Выпили для храбрости, и Брэк сказал:
— Что-то молчит старичок. Может, обиделся?
— Я не обиделся. — Это сказал он, Галилей. — Просто я не вижу повода для разговора.
И он опять замолчал, — между прочим, без всякого повода, на что тотчас же указал ему Брэк. Галилей ответил в том смысле, что молчание не требует повода, что оно естественное состояние человека. А вот для того, чтоб нарушить его, нужен повод. Брэк сказал, что миллионы людей разговаривают без всякого повода — просто потому, что им приятно поговорить, хочется обменяться мыслями. Галилей сказал, что один только обмен мыслями не увеличивает общего количества мыслей, что мысли, подобно денежным знакам, стираются от усиленного обращения.
— У него какая-то путаница в голове, — шепнул Метр Праматери. — Мысли, деньги — не поймешь, о чем он говорит. Конечно — старик и вдобавок еще покойник.

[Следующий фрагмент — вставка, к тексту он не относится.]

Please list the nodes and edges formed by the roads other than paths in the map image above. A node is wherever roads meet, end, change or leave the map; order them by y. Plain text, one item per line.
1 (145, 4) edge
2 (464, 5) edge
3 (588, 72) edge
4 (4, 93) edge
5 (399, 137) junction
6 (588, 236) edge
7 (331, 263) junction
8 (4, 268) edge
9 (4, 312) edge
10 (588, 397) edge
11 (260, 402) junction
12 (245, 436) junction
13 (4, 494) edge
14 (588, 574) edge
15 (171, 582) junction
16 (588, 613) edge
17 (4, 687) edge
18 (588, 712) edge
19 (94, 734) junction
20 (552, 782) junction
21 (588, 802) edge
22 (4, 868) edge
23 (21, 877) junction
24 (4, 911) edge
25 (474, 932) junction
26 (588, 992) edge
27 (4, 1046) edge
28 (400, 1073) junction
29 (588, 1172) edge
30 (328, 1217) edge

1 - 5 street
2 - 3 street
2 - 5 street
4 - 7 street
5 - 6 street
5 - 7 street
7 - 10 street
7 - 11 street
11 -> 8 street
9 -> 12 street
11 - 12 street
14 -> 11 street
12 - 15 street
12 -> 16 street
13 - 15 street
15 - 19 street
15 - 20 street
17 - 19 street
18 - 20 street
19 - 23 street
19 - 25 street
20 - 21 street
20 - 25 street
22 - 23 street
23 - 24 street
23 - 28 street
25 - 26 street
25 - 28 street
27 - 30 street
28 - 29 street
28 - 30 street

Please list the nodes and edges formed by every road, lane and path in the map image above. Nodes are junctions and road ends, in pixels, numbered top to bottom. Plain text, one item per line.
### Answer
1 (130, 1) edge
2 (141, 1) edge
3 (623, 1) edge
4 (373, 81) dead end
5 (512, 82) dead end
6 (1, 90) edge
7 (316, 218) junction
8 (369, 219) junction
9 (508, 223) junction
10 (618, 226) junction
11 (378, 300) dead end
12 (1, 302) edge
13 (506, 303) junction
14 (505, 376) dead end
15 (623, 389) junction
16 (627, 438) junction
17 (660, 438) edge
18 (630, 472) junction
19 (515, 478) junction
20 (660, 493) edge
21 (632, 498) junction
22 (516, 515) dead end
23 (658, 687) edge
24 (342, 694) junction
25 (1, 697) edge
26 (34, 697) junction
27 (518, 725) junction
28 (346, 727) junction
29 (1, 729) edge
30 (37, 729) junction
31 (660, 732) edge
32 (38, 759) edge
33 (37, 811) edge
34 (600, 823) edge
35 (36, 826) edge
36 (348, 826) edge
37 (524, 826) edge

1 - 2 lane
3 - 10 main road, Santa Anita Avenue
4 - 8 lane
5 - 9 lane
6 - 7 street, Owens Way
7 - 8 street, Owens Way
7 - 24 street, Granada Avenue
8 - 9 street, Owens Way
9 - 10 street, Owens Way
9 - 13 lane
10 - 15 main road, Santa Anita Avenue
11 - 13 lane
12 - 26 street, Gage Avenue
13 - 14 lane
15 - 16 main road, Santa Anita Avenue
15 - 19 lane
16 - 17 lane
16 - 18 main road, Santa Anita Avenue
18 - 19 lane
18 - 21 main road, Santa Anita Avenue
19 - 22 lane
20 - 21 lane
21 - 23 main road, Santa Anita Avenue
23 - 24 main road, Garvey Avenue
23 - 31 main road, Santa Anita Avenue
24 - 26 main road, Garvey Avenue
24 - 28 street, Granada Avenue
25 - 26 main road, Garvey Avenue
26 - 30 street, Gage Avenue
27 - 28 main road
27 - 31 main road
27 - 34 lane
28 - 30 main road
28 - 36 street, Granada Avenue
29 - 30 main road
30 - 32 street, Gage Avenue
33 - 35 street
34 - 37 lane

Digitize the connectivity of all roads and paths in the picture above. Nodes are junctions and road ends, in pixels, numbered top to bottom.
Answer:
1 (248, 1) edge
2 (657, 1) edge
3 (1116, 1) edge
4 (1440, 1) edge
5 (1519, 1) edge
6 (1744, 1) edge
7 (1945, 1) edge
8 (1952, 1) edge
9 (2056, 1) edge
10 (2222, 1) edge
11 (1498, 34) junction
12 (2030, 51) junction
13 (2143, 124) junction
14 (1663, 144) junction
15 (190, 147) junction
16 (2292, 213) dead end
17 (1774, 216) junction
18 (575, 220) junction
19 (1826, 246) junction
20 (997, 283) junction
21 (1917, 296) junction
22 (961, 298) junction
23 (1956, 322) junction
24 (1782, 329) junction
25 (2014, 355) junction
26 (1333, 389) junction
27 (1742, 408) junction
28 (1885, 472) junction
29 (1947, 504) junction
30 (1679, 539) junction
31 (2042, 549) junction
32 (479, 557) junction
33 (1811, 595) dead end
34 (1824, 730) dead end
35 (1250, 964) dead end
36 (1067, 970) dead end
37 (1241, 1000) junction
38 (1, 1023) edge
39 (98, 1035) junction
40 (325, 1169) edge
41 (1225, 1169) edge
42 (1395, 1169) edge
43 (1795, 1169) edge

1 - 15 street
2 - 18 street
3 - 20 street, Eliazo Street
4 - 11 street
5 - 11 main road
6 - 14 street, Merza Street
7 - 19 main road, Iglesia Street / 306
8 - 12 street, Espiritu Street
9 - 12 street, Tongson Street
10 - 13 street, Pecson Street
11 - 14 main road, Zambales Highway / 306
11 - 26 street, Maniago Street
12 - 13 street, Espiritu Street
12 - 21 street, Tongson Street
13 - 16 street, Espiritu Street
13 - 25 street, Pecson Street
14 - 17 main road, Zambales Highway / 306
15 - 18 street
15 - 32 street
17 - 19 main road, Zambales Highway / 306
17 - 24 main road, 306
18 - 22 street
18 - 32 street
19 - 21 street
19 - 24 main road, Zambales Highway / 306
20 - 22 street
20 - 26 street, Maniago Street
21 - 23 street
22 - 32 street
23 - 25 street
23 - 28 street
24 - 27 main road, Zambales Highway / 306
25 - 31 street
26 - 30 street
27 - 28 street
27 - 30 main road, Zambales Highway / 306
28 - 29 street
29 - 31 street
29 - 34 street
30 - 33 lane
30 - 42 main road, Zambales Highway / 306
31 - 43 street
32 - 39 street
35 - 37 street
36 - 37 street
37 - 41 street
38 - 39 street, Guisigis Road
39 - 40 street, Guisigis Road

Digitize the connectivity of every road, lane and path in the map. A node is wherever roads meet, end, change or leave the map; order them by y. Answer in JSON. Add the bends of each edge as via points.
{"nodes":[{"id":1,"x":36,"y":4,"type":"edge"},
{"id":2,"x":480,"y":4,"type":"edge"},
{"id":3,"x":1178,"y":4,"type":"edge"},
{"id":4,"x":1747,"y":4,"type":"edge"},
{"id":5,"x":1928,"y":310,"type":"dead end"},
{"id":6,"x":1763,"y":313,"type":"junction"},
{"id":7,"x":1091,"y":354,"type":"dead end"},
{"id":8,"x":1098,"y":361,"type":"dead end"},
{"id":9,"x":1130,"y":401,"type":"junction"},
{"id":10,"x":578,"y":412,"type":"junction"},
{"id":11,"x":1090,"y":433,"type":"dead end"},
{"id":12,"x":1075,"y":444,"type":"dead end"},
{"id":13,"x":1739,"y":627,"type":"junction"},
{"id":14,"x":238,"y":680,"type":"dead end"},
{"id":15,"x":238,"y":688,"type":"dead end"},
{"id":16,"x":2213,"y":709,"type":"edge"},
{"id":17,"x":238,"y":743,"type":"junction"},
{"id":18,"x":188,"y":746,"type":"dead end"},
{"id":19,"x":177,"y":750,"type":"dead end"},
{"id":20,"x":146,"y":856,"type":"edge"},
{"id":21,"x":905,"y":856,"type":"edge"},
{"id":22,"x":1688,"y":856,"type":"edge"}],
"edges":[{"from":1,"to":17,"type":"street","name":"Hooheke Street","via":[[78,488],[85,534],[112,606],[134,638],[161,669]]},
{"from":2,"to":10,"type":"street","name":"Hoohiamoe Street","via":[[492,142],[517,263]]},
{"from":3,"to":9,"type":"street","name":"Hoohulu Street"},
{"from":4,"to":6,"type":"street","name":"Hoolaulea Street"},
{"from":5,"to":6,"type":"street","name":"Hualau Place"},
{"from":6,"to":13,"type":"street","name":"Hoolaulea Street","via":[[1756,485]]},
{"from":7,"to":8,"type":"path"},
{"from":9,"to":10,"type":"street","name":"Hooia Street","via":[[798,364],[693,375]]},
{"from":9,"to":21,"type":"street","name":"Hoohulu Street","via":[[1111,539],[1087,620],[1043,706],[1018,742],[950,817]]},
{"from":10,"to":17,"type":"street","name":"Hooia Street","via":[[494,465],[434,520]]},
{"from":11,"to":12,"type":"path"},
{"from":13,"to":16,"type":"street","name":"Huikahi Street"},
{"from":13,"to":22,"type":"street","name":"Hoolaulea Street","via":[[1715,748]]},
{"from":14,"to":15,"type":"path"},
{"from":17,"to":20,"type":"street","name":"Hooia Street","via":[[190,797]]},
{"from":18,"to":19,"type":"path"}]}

— Заткнись! — оборвала его Праматерь.
Учитель сказал:
— Иногда молчать — значит думать. Это не все понимают, дорогой Галилей.
— Думать! — возмутился Метр. — Тоже мне повод для молчания!
— Метр — человек неплохой, — объяснил Галилею Учитель, — но разум его вращается не вокруг Солнца, как сказал бы ты, а вокруг вечного мрака, в котором вечная пустота.
— Природа не терпит пустоты, — сказал Метр и наполнил бокалы.
На пленке покашляли. Это был хронический, застарелый кашель, которому было четыреста с лишним лет. Галилей сказал:
— Наверно, я не все понимаю. Старикам трудно понять молодых, а мне уже почти восемьдесят.
— Молодится старик, — не упустил случая Метр. — Наверняка скинул четыре сотни.
— Вы боитесь пустоты, — сказал Галилей, — и заполняете жизнь чем попало. Вы хотите получить все сразу, забрав со своего счета весь вклад… Человек не должен грабить свое будущее… Хотя я не навязываю вам свой образ жизни…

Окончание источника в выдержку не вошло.